We have our own facilities at McGill University, which include nonstandard experimental setup for unique experiments at small length scales and in-situ (we image the material at high and low magnifications in real time as the material is deformed or fractured).

We use this small mechanical loading stage for a wide variety of tests, from cyclic loading on small mice bones to fracture tests on seashells. The stage is small enough to fit under our optical microscope or our scanning probe microscope. This allows for in-situ testing, where we can image the material as it is deformed. The stage is controlled with a computer-controlled (with feedback on force or displacement) which enables a wide variety of testing programs. We use this machine with different types fixtures, some custom made. These include tensile, 3 and 4 point bending, compression, indentation. Our load cells include 100 lbs, 25 lbs,5 lbs and 20 grams

We use this microscope for a variety of purposes, mostly microstructure characterization for which we have differential interference contrast and white light / fluorescence capabilities and a high resolution CCD camera. Our mechanical loading stage also fits on the microscope stage so we can image samples as they are deformed. An important implication is that we can use the images to measure strain with a great accuracy, using digital image correlation.
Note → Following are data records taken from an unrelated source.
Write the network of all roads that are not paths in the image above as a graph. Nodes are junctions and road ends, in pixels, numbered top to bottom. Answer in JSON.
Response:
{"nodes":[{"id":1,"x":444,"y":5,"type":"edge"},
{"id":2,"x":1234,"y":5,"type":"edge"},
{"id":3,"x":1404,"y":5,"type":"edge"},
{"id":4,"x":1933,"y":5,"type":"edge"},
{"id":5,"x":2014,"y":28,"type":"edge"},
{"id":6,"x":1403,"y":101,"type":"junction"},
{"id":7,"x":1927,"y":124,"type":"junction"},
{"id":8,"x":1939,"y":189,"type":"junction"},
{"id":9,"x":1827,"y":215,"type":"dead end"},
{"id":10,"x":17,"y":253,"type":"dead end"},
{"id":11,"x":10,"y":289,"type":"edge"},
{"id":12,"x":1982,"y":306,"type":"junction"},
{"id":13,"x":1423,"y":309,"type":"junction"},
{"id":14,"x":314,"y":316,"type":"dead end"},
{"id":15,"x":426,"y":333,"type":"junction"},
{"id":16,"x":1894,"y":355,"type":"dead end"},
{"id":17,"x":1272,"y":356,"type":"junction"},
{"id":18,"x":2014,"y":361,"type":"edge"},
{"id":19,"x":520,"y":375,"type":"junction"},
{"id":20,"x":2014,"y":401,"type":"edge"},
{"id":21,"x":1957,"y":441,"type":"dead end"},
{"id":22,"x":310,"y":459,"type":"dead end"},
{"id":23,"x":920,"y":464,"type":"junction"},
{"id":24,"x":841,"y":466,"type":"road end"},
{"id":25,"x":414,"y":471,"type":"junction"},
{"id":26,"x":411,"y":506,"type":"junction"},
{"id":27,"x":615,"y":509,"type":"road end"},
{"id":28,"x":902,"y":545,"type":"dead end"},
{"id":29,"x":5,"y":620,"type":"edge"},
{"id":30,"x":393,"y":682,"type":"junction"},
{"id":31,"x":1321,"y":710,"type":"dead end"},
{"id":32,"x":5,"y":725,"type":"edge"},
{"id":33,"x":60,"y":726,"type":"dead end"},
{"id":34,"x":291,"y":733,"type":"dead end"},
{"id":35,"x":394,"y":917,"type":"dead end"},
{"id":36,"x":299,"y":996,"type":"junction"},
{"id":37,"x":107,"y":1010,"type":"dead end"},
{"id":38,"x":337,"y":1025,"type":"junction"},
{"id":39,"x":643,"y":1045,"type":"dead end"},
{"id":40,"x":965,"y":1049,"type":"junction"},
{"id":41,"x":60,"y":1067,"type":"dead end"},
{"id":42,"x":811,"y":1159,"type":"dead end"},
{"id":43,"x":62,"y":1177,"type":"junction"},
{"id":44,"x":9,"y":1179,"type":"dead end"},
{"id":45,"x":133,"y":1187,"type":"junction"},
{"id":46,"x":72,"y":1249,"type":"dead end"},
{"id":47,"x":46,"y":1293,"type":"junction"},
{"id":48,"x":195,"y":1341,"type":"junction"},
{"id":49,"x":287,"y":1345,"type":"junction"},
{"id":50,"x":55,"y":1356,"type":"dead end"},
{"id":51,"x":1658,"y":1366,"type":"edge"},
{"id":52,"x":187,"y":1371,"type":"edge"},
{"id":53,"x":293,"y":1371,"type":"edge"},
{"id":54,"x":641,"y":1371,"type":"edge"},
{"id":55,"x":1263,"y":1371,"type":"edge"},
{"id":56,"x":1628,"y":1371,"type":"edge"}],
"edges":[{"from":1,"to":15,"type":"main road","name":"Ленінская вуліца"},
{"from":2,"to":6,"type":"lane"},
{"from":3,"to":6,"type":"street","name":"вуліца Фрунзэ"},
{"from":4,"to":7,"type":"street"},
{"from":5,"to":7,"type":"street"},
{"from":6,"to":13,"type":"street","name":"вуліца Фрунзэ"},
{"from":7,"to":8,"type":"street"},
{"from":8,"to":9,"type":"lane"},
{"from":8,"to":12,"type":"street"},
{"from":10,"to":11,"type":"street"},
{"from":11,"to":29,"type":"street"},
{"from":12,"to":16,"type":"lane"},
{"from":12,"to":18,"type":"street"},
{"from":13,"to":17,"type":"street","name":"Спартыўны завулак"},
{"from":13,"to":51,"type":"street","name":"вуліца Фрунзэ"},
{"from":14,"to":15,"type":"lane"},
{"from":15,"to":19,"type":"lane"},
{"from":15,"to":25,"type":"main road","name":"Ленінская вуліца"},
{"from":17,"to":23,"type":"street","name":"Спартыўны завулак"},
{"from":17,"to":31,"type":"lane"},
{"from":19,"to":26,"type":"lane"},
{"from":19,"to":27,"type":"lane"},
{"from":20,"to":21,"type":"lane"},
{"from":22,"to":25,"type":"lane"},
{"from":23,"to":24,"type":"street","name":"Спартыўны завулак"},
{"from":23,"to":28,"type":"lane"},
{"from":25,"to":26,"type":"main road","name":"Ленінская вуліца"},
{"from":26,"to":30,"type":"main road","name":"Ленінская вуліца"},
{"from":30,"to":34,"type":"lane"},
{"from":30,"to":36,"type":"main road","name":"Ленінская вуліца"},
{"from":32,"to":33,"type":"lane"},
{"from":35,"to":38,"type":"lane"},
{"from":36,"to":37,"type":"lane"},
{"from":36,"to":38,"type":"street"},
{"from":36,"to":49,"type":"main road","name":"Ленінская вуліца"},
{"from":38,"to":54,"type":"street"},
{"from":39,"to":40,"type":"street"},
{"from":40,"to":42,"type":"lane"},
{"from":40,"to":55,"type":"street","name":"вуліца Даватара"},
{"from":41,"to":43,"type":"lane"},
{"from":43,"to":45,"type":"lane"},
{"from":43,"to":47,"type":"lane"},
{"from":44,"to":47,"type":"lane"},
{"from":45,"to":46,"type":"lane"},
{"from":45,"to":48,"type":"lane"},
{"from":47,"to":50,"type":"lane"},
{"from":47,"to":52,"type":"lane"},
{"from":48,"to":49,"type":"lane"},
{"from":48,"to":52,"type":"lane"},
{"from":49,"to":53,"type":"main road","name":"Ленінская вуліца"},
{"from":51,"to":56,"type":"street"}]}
The scanning probe microscope is an extremely versatile piece of equipment used for imaging surfaces with nanometers resolution but also to actually interrogate surface mechanically (elasticity, strength, friction...) , or even pull on single molecules (force spectroscopy). An interesting setup is to fit the mechanical stage underneath the microscope in order to monitor how the microstructure of materials evolves when mechanical stresses are applied. This setup allows great image resolution on sample in wet conditions, making it perfect for in-situ mechanical tests on hydrated biological materials.

Large specimens and structures are tested on a traditional universal tensile machine, while on the other end the mechanics of single molecules can be interrogated using an atomic force microscope (AFM). Between these two extremes there is a wide gap in terms of force and imaging resolution, which we are filling with new :intermediate" experimental setup.